Some of the holes on the forward roster that were apparent at the outset of the 2010-2011 season have gradually been filled either by internal development or free agency. Tambellini seems to be comfortable relying on his scouting department to correct many of the weaknesses in the roster and addressing them from within. It remains to be seen whether his actions will be regarded by posterity as patience or incompetence. Suffice to say that there are more who subscribe to the latter than the former at this time, and with some justification.

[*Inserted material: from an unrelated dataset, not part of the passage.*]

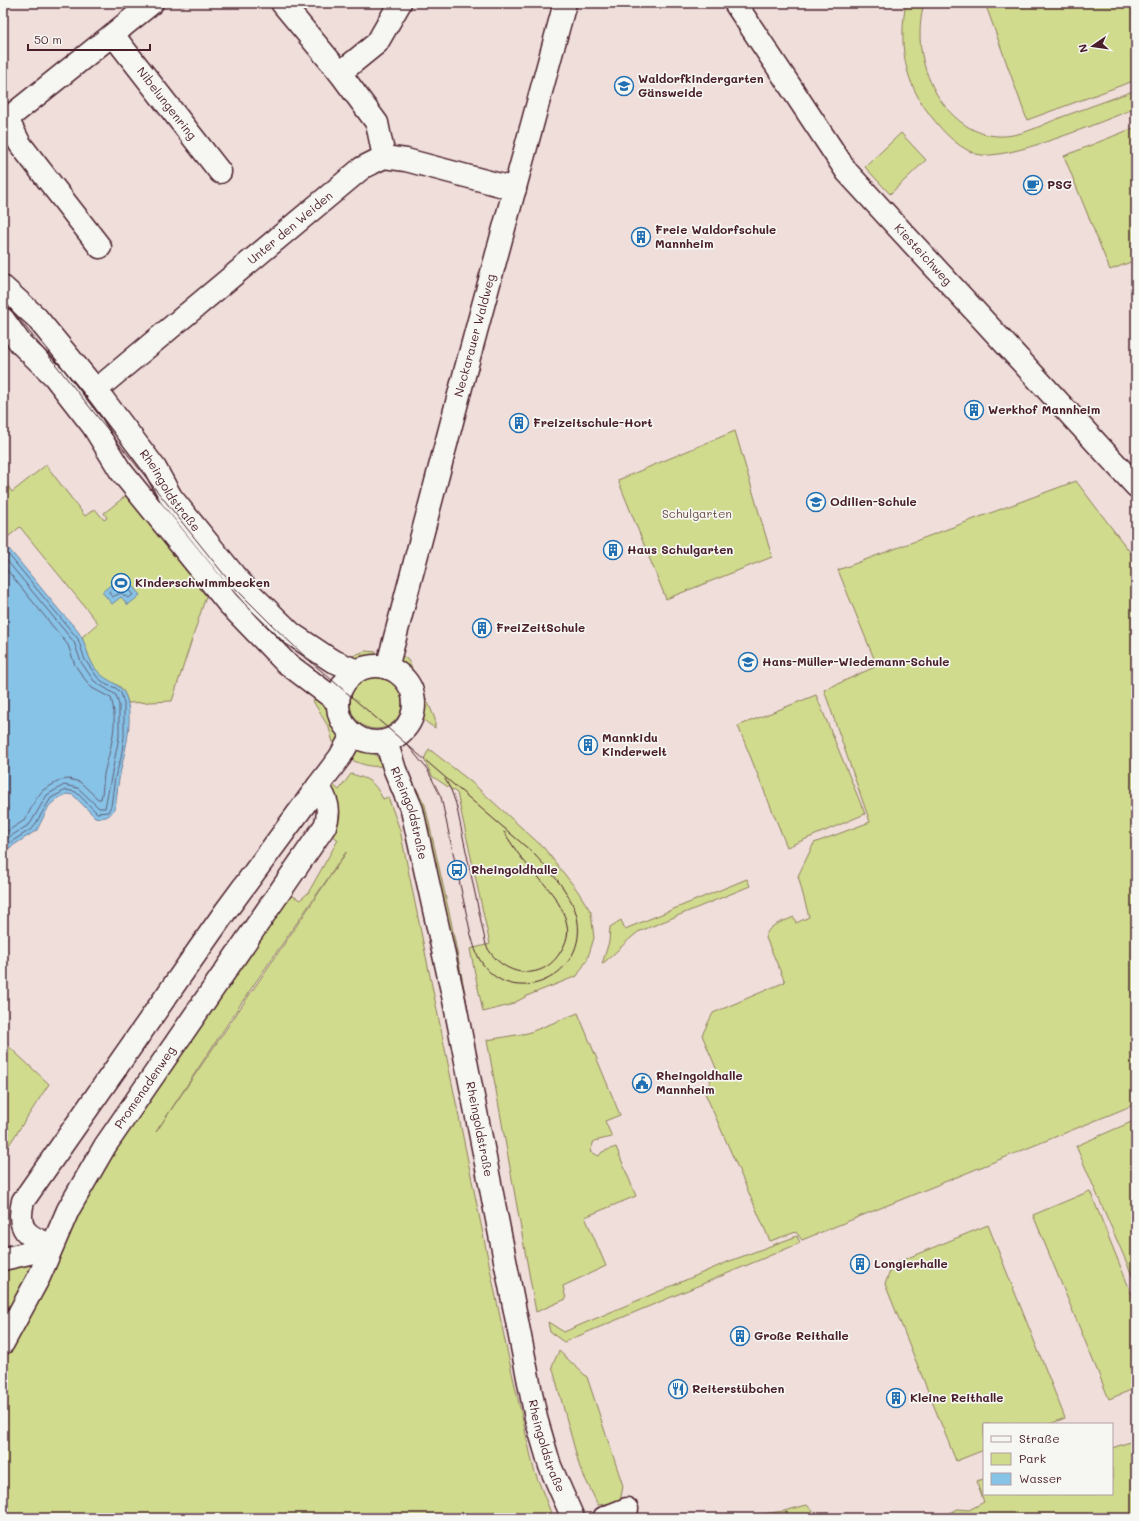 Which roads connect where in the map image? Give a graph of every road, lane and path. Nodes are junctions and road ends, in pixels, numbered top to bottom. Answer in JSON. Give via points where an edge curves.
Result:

I have already listed many of the moves that have taken place during Lowe and Tambellini’s tenure with the Oilers. Without a doubt there are some first-class bonehead moves in that time: the trading of Ryan Smyth over a difference of $100,000 during contract negotiations, the constant movement of draft picks for players followed by the re-acquisition of those picks at an inflated price in order to facilitate an offer sheet on Dustin Penner, the signing of Nikolai Khabibulin to a four-year $16 million dollar contract, the desperate groveling to Dany Healtey, and the gambling on Cam Barker in a year where Ryan Whitney was already coming off of surgery are just the ones that I can list off the top of my head.

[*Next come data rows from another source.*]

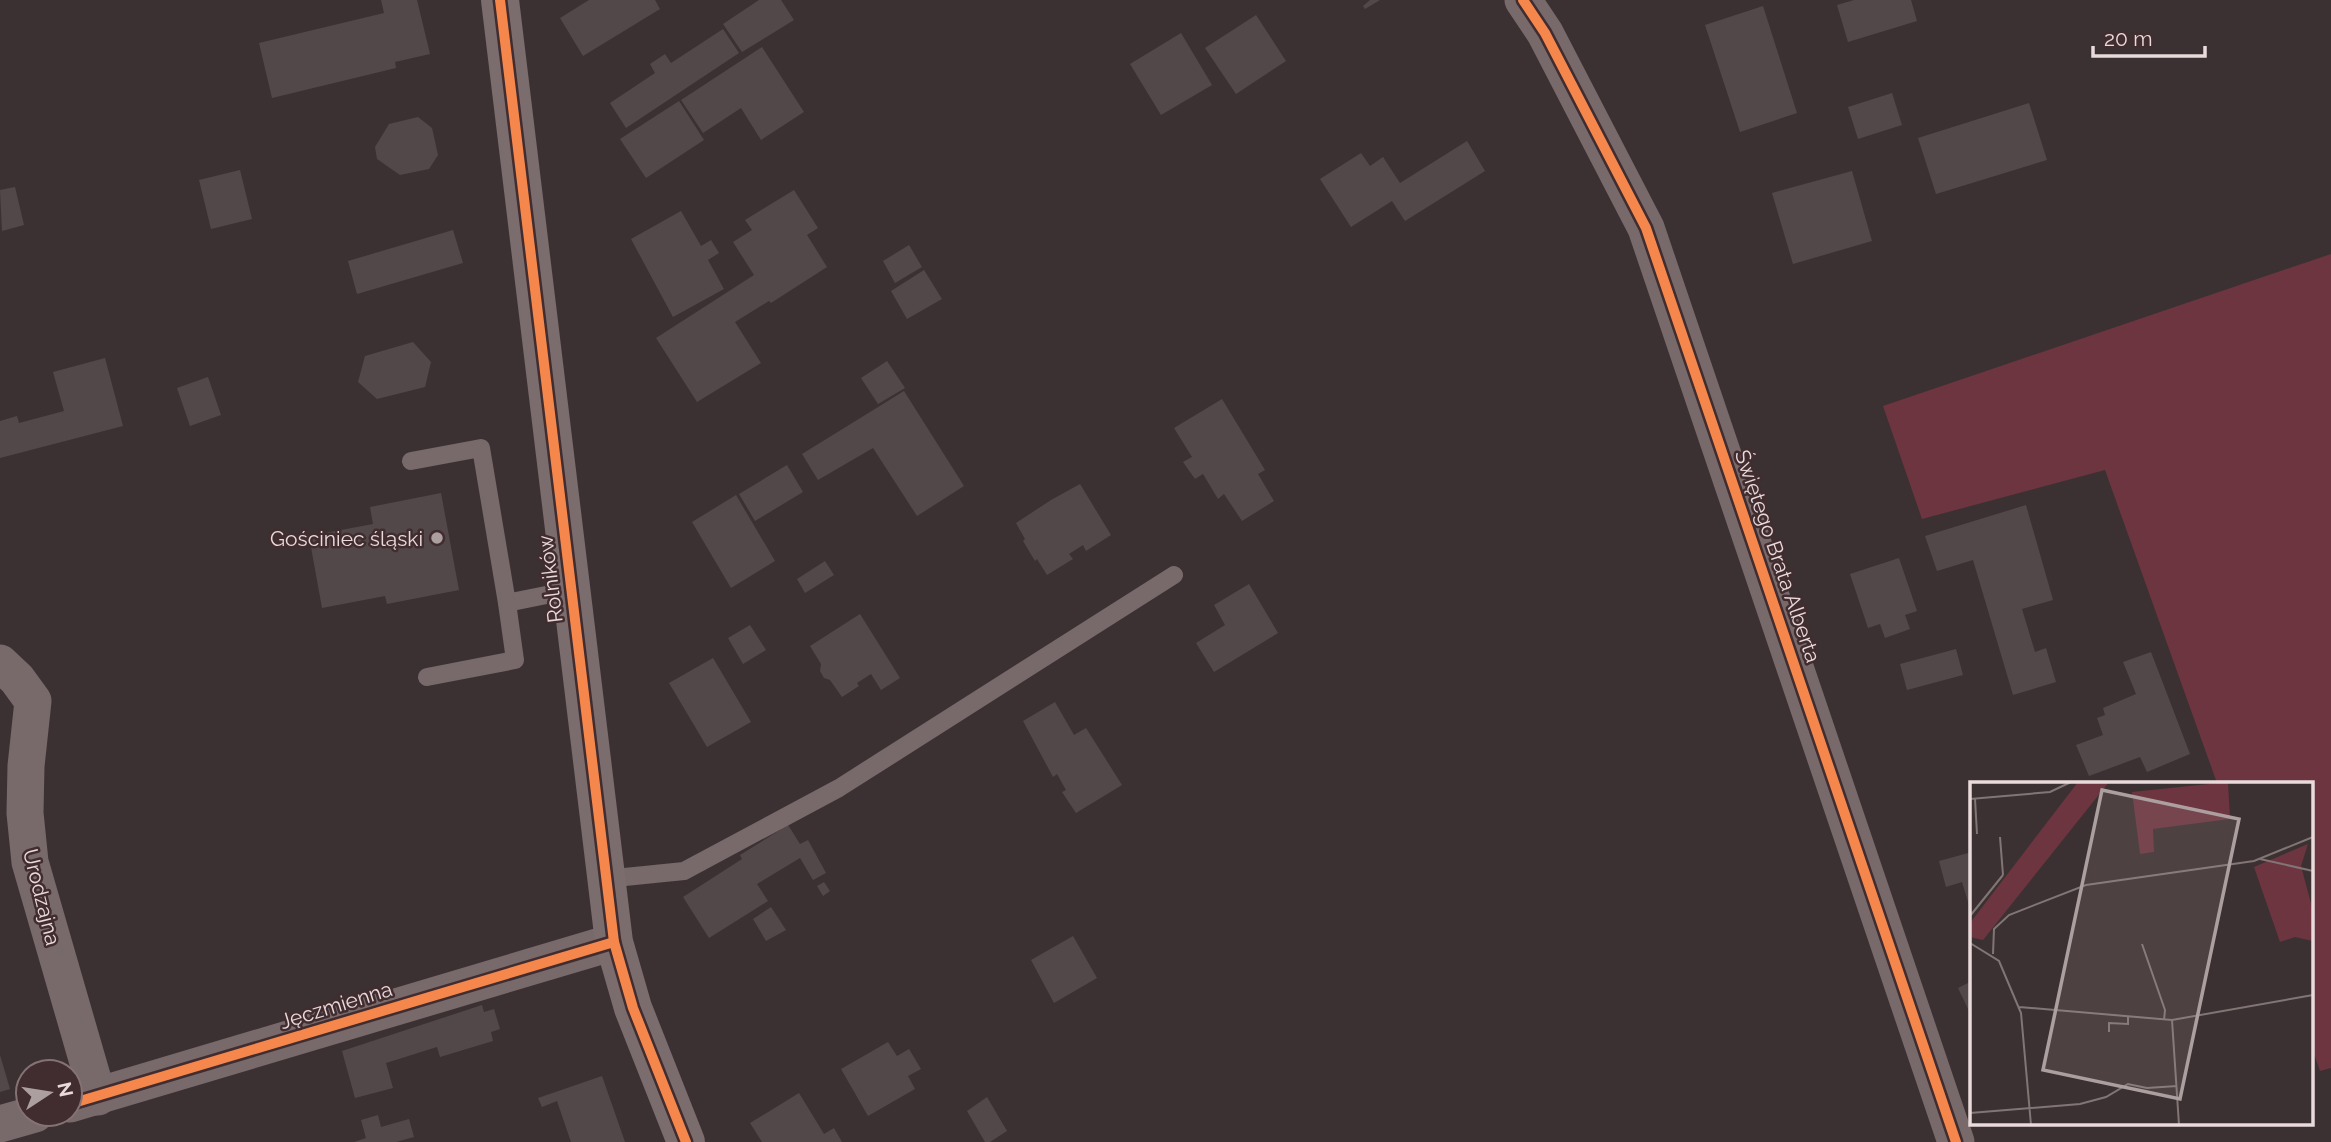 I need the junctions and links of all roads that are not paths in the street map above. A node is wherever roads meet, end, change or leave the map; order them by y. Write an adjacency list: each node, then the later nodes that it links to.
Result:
1 (500, 0): 5 (street, Rolników)
2 (1523, 0): 14 (street, Świętego Brata Alberta)
3 (411, 461): 6 (lane)
4 (1174, 575): 9 (lane)
5 (571, 590): 6 (lane); 9 (street, Rolników)
6 (506, 603): 8 (lane)
7 (0, 663): 11 (street, Urodzajna)
8 (428, 677)
9 (605, 879): 10 (street, Rolników)
10 (614, 942): 12 (street, Jęczmienna); 13 (street, Rolników)
11 (74, 1058)
12 (84, 1100)
13 (686, 1142)
14 (1956, 1142)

Positives? The exchanging of Kurtis Foster for Andy Sutton is certainly an upgrade in that Sutton is a more well-rounded 6th-7th defenseman. The addition of Eric Belanger, at the time of the signing, looked to solidify the 3rd-4th line center position and relieve some of the faceoff pressure on Shawn Horcoff. The move to put Tom Renney in as head coach in 2010 and give him the mandate to teach the young players, regardless of results, was seen as a positive step. The trading of Patrick O’Sullivan for Jim Vandermeer and Steve Staios for Aaron Johnson and a 3rd round pick was good asset management. The addition of Ryan Jones through the waiver wire has looked like a shrewd pickup and the successful courting of Justin Schultz has gone a long way to salve the wounds left by Pronger, Heatley, Hossa and Nylander. The trade of Dustin Penner for two draft picks and a prospect was, in my opinion, a case of properly leveraging an asset for the most valuable return in keeping with the long-term needs of a team.
So let’s look at the management group that exists today (excluding Craig MacTavish)…

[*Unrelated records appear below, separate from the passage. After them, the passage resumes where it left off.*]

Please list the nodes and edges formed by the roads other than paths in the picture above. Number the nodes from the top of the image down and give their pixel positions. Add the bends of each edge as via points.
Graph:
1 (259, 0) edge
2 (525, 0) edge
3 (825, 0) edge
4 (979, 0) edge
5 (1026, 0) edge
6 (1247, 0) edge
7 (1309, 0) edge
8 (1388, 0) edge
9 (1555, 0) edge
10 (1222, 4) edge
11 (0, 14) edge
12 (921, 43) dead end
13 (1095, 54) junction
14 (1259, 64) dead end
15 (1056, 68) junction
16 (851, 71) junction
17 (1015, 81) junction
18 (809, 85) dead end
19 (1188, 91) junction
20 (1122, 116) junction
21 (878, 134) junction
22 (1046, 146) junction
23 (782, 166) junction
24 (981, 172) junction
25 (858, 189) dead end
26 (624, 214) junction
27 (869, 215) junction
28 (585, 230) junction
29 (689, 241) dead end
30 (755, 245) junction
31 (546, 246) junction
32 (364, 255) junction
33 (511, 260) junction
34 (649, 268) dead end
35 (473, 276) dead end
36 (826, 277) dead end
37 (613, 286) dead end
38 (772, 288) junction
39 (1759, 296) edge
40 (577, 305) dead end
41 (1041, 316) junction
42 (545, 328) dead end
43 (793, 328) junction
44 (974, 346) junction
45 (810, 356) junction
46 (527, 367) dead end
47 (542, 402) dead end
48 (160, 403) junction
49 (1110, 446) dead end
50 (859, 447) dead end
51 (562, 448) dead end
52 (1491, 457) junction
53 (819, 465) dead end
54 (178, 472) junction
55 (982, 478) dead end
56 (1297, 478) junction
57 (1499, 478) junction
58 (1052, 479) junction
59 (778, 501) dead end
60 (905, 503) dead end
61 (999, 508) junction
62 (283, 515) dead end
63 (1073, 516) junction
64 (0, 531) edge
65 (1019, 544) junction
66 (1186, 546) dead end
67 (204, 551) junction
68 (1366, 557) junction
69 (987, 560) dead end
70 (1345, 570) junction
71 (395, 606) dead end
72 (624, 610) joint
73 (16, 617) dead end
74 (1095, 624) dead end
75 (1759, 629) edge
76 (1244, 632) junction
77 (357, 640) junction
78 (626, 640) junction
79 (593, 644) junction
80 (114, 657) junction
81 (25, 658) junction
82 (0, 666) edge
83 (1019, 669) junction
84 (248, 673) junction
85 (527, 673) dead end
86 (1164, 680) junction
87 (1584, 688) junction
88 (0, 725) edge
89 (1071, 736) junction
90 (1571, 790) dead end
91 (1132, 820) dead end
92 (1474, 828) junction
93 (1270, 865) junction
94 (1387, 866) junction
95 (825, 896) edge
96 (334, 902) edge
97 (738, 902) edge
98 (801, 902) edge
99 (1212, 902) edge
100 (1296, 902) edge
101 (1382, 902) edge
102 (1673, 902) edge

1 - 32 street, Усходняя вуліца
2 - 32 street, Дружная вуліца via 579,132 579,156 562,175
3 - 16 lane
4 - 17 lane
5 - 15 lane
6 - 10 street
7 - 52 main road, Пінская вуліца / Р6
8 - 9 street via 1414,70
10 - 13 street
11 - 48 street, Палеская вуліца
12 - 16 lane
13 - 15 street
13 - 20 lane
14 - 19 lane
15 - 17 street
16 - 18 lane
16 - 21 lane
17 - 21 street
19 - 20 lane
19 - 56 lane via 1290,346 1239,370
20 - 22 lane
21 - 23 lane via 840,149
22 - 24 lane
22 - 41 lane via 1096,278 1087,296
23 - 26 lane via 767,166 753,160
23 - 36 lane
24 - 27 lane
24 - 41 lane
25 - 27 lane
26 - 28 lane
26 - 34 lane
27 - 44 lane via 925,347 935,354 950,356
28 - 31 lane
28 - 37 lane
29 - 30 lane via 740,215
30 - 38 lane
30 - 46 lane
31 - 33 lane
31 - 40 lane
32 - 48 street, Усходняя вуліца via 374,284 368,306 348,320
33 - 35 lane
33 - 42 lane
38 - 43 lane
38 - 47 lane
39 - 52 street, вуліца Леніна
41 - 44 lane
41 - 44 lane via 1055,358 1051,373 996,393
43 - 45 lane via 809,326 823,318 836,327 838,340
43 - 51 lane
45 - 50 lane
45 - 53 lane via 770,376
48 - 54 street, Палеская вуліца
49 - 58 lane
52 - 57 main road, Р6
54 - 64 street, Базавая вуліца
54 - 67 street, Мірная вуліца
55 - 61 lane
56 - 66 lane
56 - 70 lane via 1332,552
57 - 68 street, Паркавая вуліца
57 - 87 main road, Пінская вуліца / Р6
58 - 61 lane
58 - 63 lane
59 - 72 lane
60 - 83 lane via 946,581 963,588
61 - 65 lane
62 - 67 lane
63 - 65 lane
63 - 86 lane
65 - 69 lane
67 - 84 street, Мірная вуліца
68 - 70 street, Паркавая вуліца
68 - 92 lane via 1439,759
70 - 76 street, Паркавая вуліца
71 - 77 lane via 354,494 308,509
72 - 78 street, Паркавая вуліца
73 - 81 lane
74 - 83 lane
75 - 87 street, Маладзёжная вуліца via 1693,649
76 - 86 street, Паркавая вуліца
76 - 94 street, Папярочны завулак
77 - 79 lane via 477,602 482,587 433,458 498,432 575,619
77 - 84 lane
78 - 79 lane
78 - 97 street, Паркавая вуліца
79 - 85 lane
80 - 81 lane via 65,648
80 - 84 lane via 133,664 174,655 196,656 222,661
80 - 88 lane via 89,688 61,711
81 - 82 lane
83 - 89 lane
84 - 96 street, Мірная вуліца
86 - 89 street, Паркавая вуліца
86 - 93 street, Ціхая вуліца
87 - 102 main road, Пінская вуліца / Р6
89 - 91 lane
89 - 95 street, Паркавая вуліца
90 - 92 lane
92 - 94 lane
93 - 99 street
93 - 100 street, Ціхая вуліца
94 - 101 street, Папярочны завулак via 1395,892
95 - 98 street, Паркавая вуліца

Kevin Lowe, Rick Olczyk, Steve Tambellini, Stu MacGregor, and Daryl Katz are the central figures involved with the team that have held and retained their positions from 2008 to the present. If the failures of the 2009-2010 through to the 2011-2012 seasons are to fall on the shoulders of anyone it is these names that ought to be under review. But to what extent, and for which errors, ought those individuals be held to account?
Lowe and Tambellini are generally at the top of the most people’s organizational list while MacGregor has been all but canonized in Edmonton sports lore. Olczyk, by virtue of his position within the team is more or less out of the public eye and subsequent scrutiny. I believe that Olczyk’s contributions will become far more prominent in the franchise over the next few years as a result of the new level of cap management this team will require. Any failures of his in this position could have significant, far-reaching ramifications for the franchise’s talent base.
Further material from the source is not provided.